## TASK DIRECTIONS
Give back every line of the material exactly. Skip the pictures.
----- EXERCISE MATERIALS -----
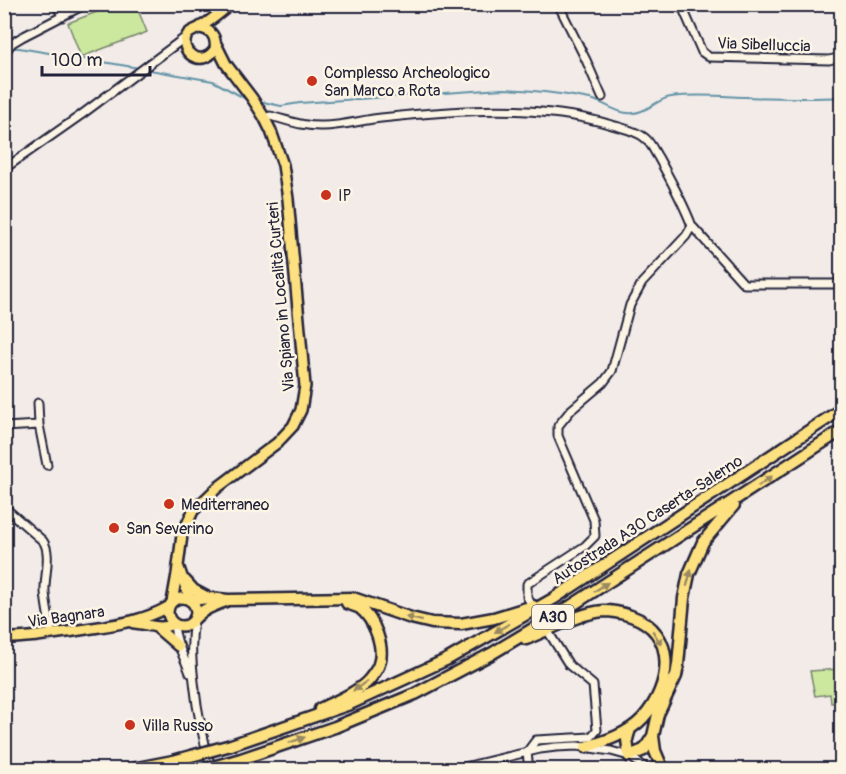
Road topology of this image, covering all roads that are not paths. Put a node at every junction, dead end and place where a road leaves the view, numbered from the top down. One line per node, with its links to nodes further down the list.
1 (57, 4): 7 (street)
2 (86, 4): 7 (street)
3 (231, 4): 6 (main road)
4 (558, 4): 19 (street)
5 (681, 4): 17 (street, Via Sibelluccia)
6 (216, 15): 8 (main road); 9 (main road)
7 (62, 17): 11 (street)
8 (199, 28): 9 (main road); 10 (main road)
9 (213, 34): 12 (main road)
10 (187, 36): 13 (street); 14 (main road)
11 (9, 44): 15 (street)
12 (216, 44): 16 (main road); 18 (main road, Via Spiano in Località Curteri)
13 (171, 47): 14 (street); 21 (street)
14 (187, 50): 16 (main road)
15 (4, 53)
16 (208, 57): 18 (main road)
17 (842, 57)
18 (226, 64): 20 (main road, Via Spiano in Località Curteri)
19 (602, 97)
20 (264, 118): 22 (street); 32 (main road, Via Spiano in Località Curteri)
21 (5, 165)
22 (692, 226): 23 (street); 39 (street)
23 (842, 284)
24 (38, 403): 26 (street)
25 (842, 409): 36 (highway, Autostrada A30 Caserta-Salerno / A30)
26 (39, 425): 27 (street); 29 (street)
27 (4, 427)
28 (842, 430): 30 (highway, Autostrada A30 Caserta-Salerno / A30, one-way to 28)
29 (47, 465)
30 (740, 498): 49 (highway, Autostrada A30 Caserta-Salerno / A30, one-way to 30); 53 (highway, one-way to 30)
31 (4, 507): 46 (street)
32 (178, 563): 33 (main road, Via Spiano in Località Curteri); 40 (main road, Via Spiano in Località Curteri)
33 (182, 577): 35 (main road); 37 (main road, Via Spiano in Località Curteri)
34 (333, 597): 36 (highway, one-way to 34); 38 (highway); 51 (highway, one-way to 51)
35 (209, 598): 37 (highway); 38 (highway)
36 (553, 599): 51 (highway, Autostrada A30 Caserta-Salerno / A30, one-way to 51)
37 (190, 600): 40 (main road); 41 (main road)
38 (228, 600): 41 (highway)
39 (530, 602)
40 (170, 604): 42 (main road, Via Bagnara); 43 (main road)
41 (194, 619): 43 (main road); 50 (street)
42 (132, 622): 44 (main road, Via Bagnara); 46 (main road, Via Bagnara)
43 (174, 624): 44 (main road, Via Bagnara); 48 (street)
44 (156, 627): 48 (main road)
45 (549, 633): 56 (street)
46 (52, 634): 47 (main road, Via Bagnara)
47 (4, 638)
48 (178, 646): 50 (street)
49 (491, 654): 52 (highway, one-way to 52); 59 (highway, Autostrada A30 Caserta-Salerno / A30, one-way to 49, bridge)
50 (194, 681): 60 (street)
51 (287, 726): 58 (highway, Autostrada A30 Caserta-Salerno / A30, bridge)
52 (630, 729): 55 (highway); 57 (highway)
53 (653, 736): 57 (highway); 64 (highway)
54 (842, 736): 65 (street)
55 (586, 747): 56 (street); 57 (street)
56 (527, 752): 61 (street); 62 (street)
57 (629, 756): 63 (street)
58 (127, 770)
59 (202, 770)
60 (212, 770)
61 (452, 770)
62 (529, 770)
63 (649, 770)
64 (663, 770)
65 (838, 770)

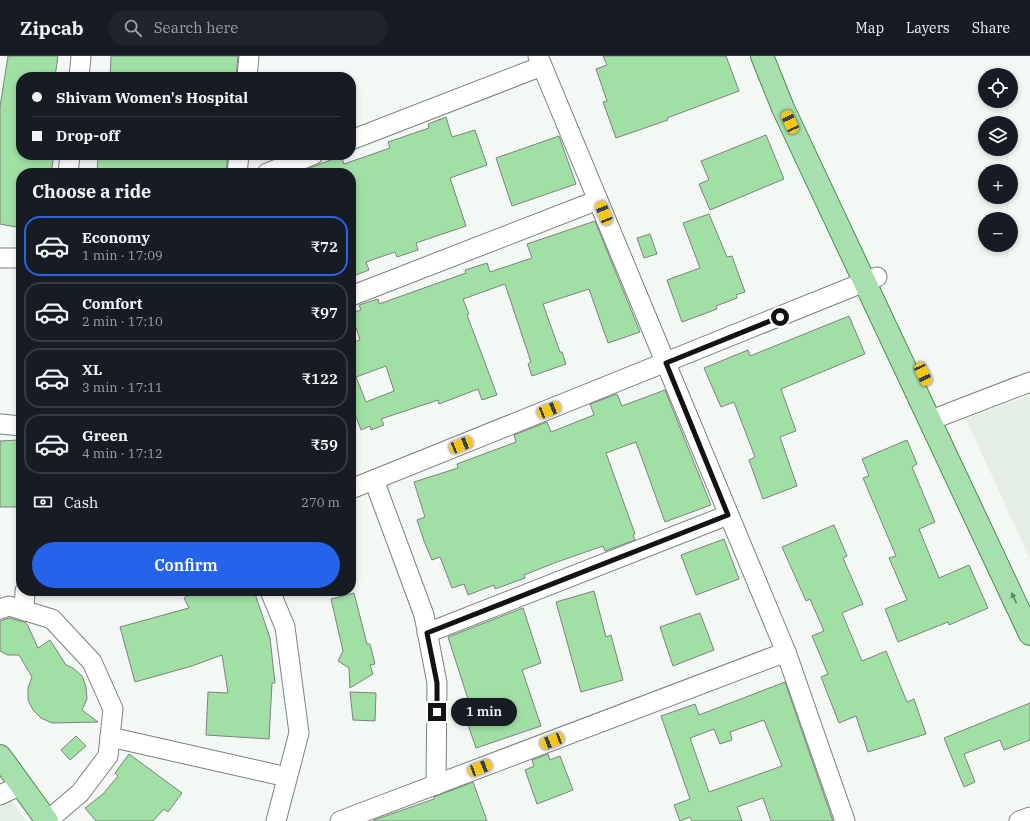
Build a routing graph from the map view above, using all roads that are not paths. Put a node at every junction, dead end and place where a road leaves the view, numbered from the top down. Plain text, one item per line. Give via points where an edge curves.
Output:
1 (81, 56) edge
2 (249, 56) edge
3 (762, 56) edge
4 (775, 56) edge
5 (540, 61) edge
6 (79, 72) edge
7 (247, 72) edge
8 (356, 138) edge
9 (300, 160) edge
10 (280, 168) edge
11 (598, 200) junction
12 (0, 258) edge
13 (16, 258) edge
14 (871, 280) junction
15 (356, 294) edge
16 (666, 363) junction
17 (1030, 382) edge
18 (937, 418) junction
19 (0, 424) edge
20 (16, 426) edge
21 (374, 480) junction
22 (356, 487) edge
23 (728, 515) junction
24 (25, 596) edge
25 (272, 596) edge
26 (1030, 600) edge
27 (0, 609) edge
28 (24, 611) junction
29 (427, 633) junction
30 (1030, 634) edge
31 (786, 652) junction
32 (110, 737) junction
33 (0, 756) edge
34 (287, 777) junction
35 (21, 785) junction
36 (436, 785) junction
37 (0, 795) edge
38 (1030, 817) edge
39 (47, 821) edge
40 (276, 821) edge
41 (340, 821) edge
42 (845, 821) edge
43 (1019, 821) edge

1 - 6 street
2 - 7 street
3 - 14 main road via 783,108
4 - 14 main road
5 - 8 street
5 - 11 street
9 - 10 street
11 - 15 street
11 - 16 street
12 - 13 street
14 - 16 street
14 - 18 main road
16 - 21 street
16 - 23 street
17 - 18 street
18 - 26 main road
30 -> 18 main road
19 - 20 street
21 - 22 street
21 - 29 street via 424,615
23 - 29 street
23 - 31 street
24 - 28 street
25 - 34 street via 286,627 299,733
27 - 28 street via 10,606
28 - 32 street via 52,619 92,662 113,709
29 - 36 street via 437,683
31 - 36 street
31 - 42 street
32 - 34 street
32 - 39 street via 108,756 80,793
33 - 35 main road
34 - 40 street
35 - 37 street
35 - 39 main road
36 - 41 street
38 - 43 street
-----
## TASK SOLUTION
Road topology of this image, covering all roads that are not paths. Put a node at every junction, dead end and place where a road leaves the view, numbered from the top down. One line per node, with its links to nodes further down the list.
1 (57, 4): 7 (street)
2 (86, 4): 7 (street)
3 (231, 4): 6 (main road)
4 (558, 4): 19 (street)
5 (681, 4): 17 (street, Via Sibelluccia)
6 (216, 15): 8 (main road); 9 (main road)
7 (62, 17): 11 (street)
8 (199, 28): 9 (main road); 10 (main road)
9 (213, 34): 12 (main road)
10 (187, 36): 13 (street); 14 (main road)
11 (9, 44): 15 (street)
12 (216, 44): 16 (main road); 18 (main road, Via Spiano in Località Curteri)
13 (171, 47): 14 (street); 21 (street)
14 (187, 50): 16 (main road)
15 (4, 53)
16 (208, 57): 18 (main road)
17 (842, 57)
18 (226, 64): 20 (main road, Via Spiano in Località Curteri)
19 (602, 97)
20 (264, 118): 22 (street); 32 (main road, Via Spiano in Località Curteri)
21 (5, 165)
22 (692, 226): 23 (street); 39 (street)
23 (842, 284)
24 (38, 403): 26 (street)
25 (842, 409): 36 (highway, Autostrada A30 Caserta-Salerno / A30)
26 (39, 425): 27 (street); 29 (street)
27 (4, 427)
28 (842, 430): 30 (highway, Autostrada A30 Caserta-Salerno / A30, one-way to 28)
29 (47, 465)
30 (740, 498): 49 (highway, Autostrada A30 Caserta-Salerno / A30, one-way to 30); 53 (highway, one-way to 30)
31 (4, 507): 46 (street)
32 (178, 563): 33 (main road, Via Spiano in Località Curteri); 40 (main road, Via Spiano in Località Curteri)
33 (182, 577): 35 (main road); 37 (main road, Via Spiano in Località Curteri)
34 (333, 597): 36 (highway, one-way to 34); 38 (highway); 51 (highway, one-way to 51)
35 (209, 598): 37 (highway); 38 (highway)
36 (553, 599): 51 (highway, Autostrada A30 Caserta-Salerno / A30, one-way to 51)
37 (190, 600): 40 (main road); 41 (main road)
38 (228, 600): 41 (highway)
39 (530, 602)
40 (170, 604): 42 (main road, Via Bagnara); 43 (main road)
41 (194, 619): 43 (main road); 50 (street)
42 (132, 622): 44 (main road, Via Bagnara); 46 (main road, Via Bagnara)
43 (174, 624): 44 (main road, Via Bagnara); 48 (street)
44 (156, 627): 48 (main road)
45 (549, 633): 56 (street)
46 (52, 634): 47 (main road, Via Bagnara)
47 (4, 638)
48 (178, 646): 50 (street)
49 (491, 654): 52 (highway, one-way to 52); 59 (highway, Autostrada A30 Caserta-Salerno / A30, one-way to 49, bridge)
50 (194, 681): 60 (street)
51 (287, 726): 58 (highway, Autostrada A30 Caserta-Salerno / A30, bridge)
52 (630, 729): 55 (highway); 57 (highway)
53 (653, 736): 57 (highway); 64 (highway)
54 (842, 736): 65 (street)
55 (586, 747): 56 (street); 57 (street)
56 (527, 752): 61 (street); 62 (street)
57 (629, 756): 63 (street)
58 (127, 770)
59 (202, 770)
60 (212, 770)
61 (452, 770)
62 (529, 770)
63 (649, 770)
64 (663, 770)
65 (838, 770)

Build a routing graph from the map view above, using all roads that are not paths. Put a node at every junction, dead end and place where a road leaves the view, numbered from the top down. Plain text, one item per line. Give via points where an edge curves.
Output:
1 (81, 56) edge
2 (249, 56) edge
3 (762, 56) edge
4 (775, 56) edge
5 (540, 61) edge
6 (79, 72) edge
7 (247, 72) edge
8 (356, 138) edge
9 (300, 160) edge
10 (280, 168) edge
11 (598, 200) junction
12 (0, 258) edge
13 (16, 258) edge
14 (871, 280) junction
15 (356, 294) edge
16 (666, 363) junction
17 (1030, 382) edge
18 (937, 418) junction
19 (0, 424) edge
20 (16, 426) edge
21 (374, 480) junction
22 (356, 487) edge
23 (728, 515) junction
24 (25, 596) edge
25 (272, 596) edge
26 (1030, 600) edge
27 (0, 609) edge
28 (24, 611) junction
29 (427, 633) junction
30 (1030, 634) edge
31 (786, 652) junction
32 (110, 737) junction
33 (0, 756) edge
34 (287, 777) junction
35 (21, 785) junction
36 (436, 785) junction
37 (0, 795) edge
38 (1030, 817) edge
39 (47, 821) edge
40 (276, 821) edge
41 (340, 821) edge
42 (845, 821) edge
43 (1019, 821) edge

1 - 6 street
2 - 7 street
3 - 14 main road via 783,108
4 - 14 main road
5 - 8 street
5 - 11 street
9 - 10 street
11 - 15 street
11 - 16 street
12 - 13 street
14 - 16 street
14 - 18 main road
16 - 21 street
16 - 23 street
17 - 18 street
18 - 26 main road
30 -> 18 main road
19 - 20 street
21 - 22 street
21 - 29 street via 424,615
23 - 29 street
23 - 31 street
24 - 28 street
25 - 34 street via 286,627 299,733
27 - 28 street via 10,606
28 - 32 street via 52,619 92,662 113,709
29 - 36 street via 437,683
31 - 36 street
31 - 42 street
32 - 34 street
32 - 39 street via 108,756 80,793
33 - 35 main road
34 - 40 street
35 - 37 street
35 - 39 main road
36 - 41 street
38 - 43 street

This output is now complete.